The most representative sentence for each section is then selected by sorting all sentences based on their centrality value and the number of cue phrases in the sentences (530). The sentences are first sorted (with a centrality value>0 and cue phrases>0) by the number of cue phrases present. Ties are broken by the sentence with the smallest distance (in number of sentences) to the start or end of the document (whichever is smaller). If there are no cue phrases>0 or all sentences have the same centrality value, then the most representative sentence is selected by sorting all sentences by their centrality value and taking the one with the largest value.

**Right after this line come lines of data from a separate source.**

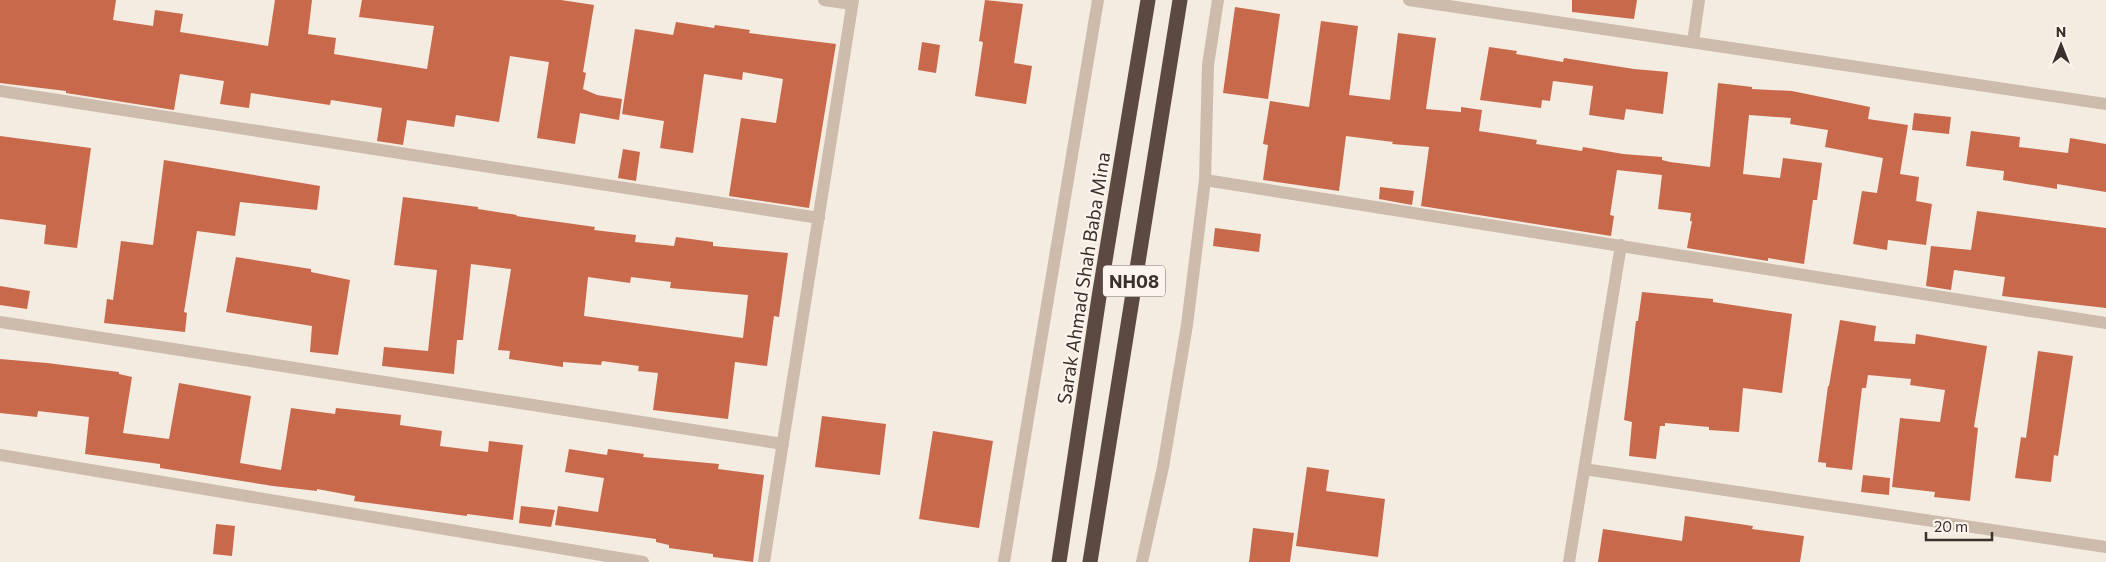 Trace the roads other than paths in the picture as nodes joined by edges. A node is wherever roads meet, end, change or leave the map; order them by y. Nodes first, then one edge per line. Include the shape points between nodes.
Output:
1 (824, 0) edge
2 (1098, 0) edge
3 (1148, 0) edge
4 (1180, 0) edge
5 (1218, 0) edge
6 (1409, 0) edge
7 (1699, 0) edge
8 (852, 2) edge
9 (1693, 42) junction
10 (0, 91) edge
11 (2106, 104) edge
12 (1205, 180) junction
13 (818, 218) junction
14 (1622, 245) junction
15 (0, 322) edge
16 (2106, 324) edge
17 (783, 444) junction
18 (0, 455) edge
19 (1584, 469) junction
20 (2106, 547) edge
21 (643, 562) edge
22 (764, 562) edge
23 (1004, 562) edge
24 (1059, 562) edge
25 (1090, 562) edge
26 (1142, 562) edge
27 (1569, 562) edge

1 - 8 street
2 - 23 street
3 - 24 highway, Sarak Ahmad Shah Baba Mina / NH08 via 1100,287
4 - 25 highway, NH08
5 - 12 street via 1208,65
6 - 9 street
7 - 9 street
8 - 13 street
9 - 11 street
10 - 13 street
12 - 14 street
12 - 26 street via 1163,467
13 - 17 street
14 - 16 street
14 - 19 street
15 - 17 street
17 - 22 street
18 - 21 street
19 - 20 street
19 - 27 street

Likewise, if all sentences have the same centrality value (or are all 0), the sentence with the highest number of cue phrases is selected as the representative sentence.
At a conceptual level, the division of a document into sections based on their physical location may be considered to be arbitrary. Accordingly, another fast summarization approach may be used. Referring now to
It is noted that the KSBT algorithm 500 and the SBDC algorithm 600 both filter out non-information heavy words and lemmatize remaining words before summarizing the text from an attachment document. It is also noted that the KSBT algorithm 500 and the SBDC algorithm 600 both run faster and scale belter than the WDBC algorithm 400. An email management system 200 can therefore be deployed using any of these summarization algorithms depending on the performance and speed desired by the system.
An evaluation of the three algorithms 400-600 was conducted to test their performance as compared to two conventional, baseline approaches: (1) a commercially available summarization tool integrated with Microsoft® Word; and (2) a Cluster Center approach based on the known TextRank and LexRank algorithms. To generate a summary using Microsoft® Word, each attachment document was placed into a Microsoft® Word document. The internal summarize feature of Microsoft® Word was then used to produce three sentences, which were used as that document's highlights. For Cluster Center, k-means (with k=3) was used to discover three cluster centers resulting from clustering sentences into three “topic” clusters. A metric was defined to measure sentence distance, analogous to the word co-occurrence in TextRank. An information-theoretic definition of sentence distance was used to calculate the average of pairwise distance between words for any two given sentences in order to derive the three cluster centers.
Testing of the five algorithms (i.e., the two baseline Microsoft® Word and Cluster Center algorithms and the designed summarization algorithms 400-600) was conducted using Amazon® Mechanical Turk (“MT”) Human Intelligence Tasks (“HITs”) for a set of 20 documents. HITs were not grouped together so as to reduce order effects. An HIT consisted of the original source text, and the constructed summaries presented in random order. For each summary, participants were asked to respond to the statement “[T]he above three sentences give me a good overview of the article” with a 7-point Likert scale (Strongly Disagree (1) to Strongly Agree (7)).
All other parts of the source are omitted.